Il est vrai qu’une des victoires de la pensée dominante, est celle qui veut nous faire croire, que nous vivons dans un pays s’appauvrissant (le Produit Intérieur Brut de la France, c’est-à-dire, contrairement au Produit National Brut, l’indice qui n’inclut pas les profits réalisés à l’extérieur du territoire national, a augmenté de plus de 40% en en Francs-Euros constants depuis les années 70), et que la concurrence mondiale est inéluctable et destructrice de protection sociale.

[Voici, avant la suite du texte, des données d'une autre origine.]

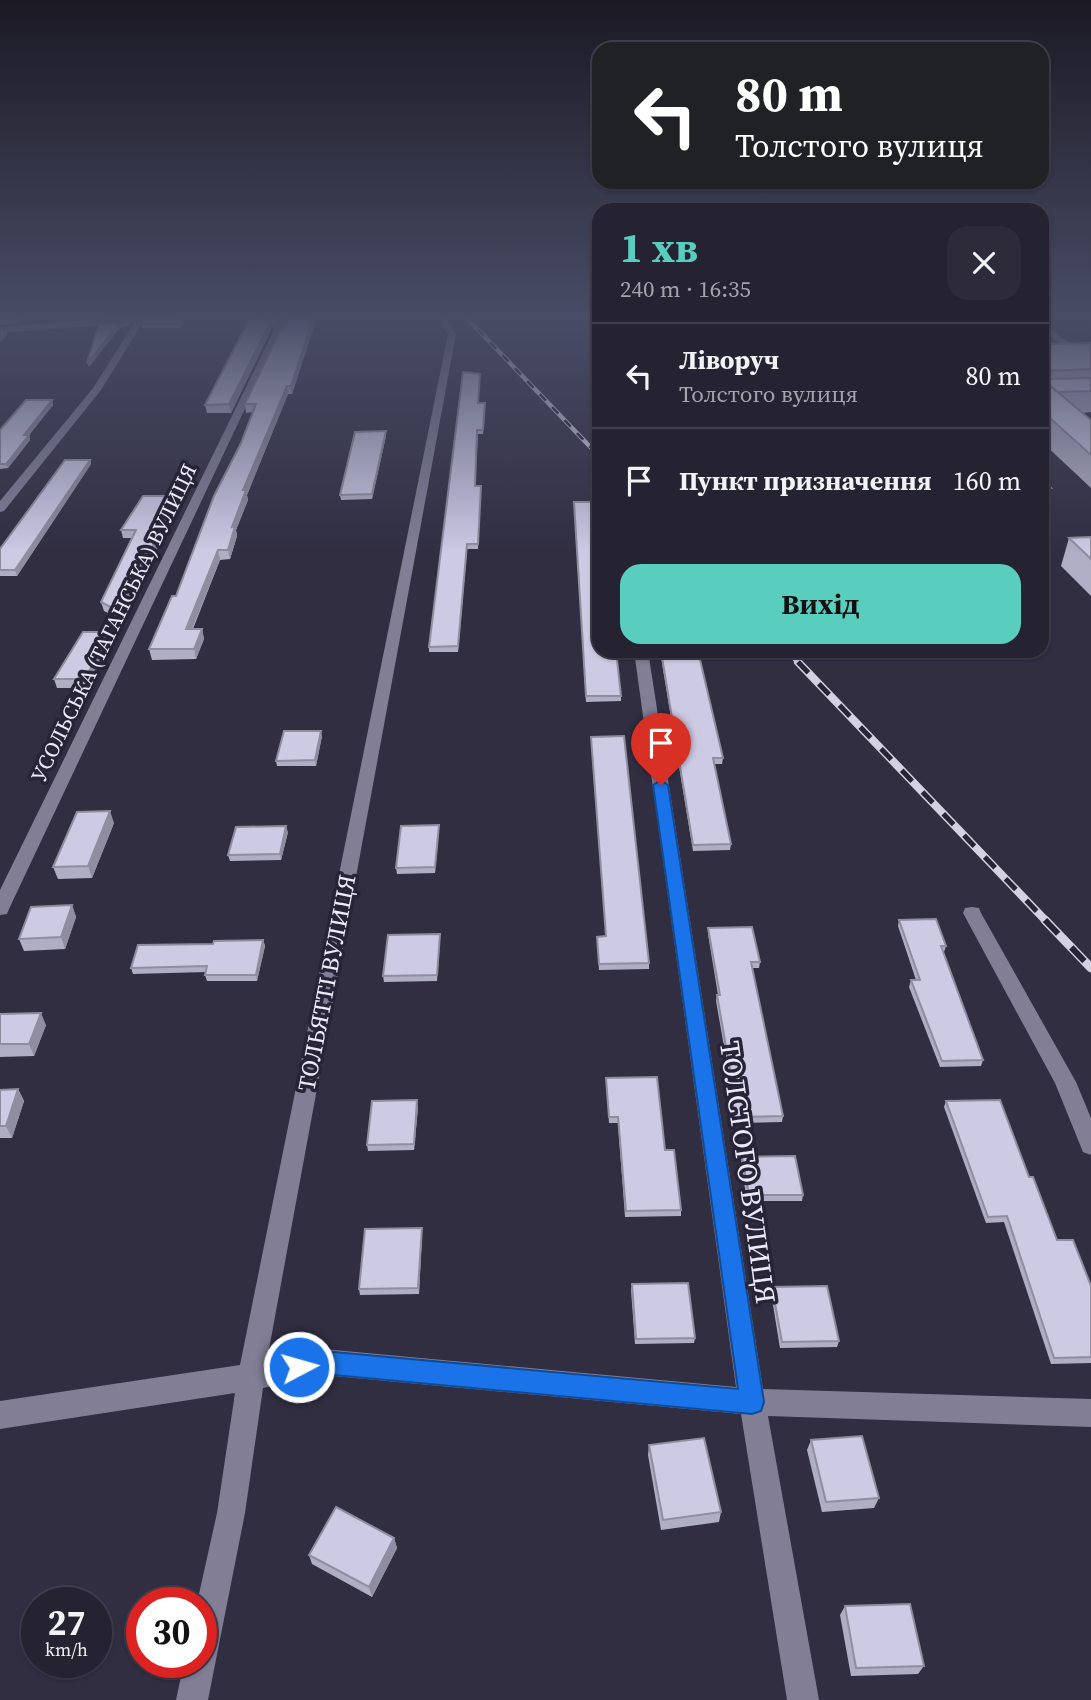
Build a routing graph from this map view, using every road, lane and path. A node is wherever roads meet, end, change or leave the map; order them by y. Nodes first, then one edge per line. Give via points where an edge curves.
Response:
1 (93, 395) edge
2 (247, 395) edge
3 (440, 395) edge
4 (0, 509) edge
5 (642, 658) edge
6 (0, 909) edge
7 (972, 914) dead end
8 (1091, 1144) edge
9 (251, 1377) junction
10 (752, 1402) junction
11 (1091, 1413) edge
12 (0, 1415) edge
13 (215, 1587) edge
14 (197, 1678) edge
15 (192, 1700) edge
16 (803, 1700) edge

1 - 4 street
2 - 6 street, УСОЛЬСЬКА (ТАГАНСЬКА) ВУЛИЦЯ
3 - 9 street, ТОЛЬЯТТІ ВУЛИЦЯ
5 - 10 street, ТОЛСТОГО ВУЛИЦЯ
7 - 8 street via 1065,1082
9 - 10 street via 323,1363
9 - 12 street
9 - 13 street, ТОЛЬЯТТІ ВУЛИЦЯ
10 - 11 street
10 - 16 street, ТОЛСТОГО ВУЛИЦЯ
14 - 15 street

Cette pensée est celle qui surtout veut faire oublier que les possesseurs du capital des grandes entreprises internationales ne se sont jamais aussi bien portés, et elle a réussi à s’imposer depuis 20 ans, absorbant la formidable accession des enfants des classes moyennes aux grandes études, en lui imposant l’individualisation au savoir, au parcours de formation, instaurant une concurrence toujours accrue entre les filières, les niveaux de diplômes, les types d’enseignement, s’appuyant pour se faire sur une université, qui, plus vieille structure sur le territoire européen après l’église romaine, est de fait conservatrice.
Or que voyons-nous depuis le mouvement lycéen du printemps 2005 ? Une affirmation de solidarité des jeunes entre eux, qui, consciemment ou inconsciemment rejettent un modèle de société, où la concurrence serait la règle. Quel était le mot d’ordre des lycéens l’an dernier ? Ils ne voulaient pas d’une réforme dont ils estimaient (à tort ou à raison là n’est pas la question) qu’elle allait accroître les inégalités entre les lycées de centre ville et les lycées de banlieue ou de petite ville. Résultats : pas de négociation, un ministre, monsieur Fillon, qui a envoyé les CRS matraquer les jeunes, avec l’aval du Ministre de l’Intérieur de l’époque, l’a-t-on déjà oublié, monsieur de Villepin ?
Quelques mois plus tard, pour répondre à un résultat référendaire inattendu, on avait promu les noms à particules à Matignon, à la Culture, à l’Education, tout en rappelant à l’Intérieur celui qui concoctait et concocte toujours, comme président de l’UMP, un projet de rupture, comme il le dit lui-même. C’est-à-dire un projet d’inspiration thatchero-berlusconienne, où l’on avance l’idée de la disparition du CDI, pour le remplacer par un contrat unique de cinq ans, impliquant évidemment de vider le statut de la fonction publique de sa substance, en introduisant l’individualisation des parcours (salaire au mérite), et en supprimant un nombre de postes considérables (sauf chez les CRS).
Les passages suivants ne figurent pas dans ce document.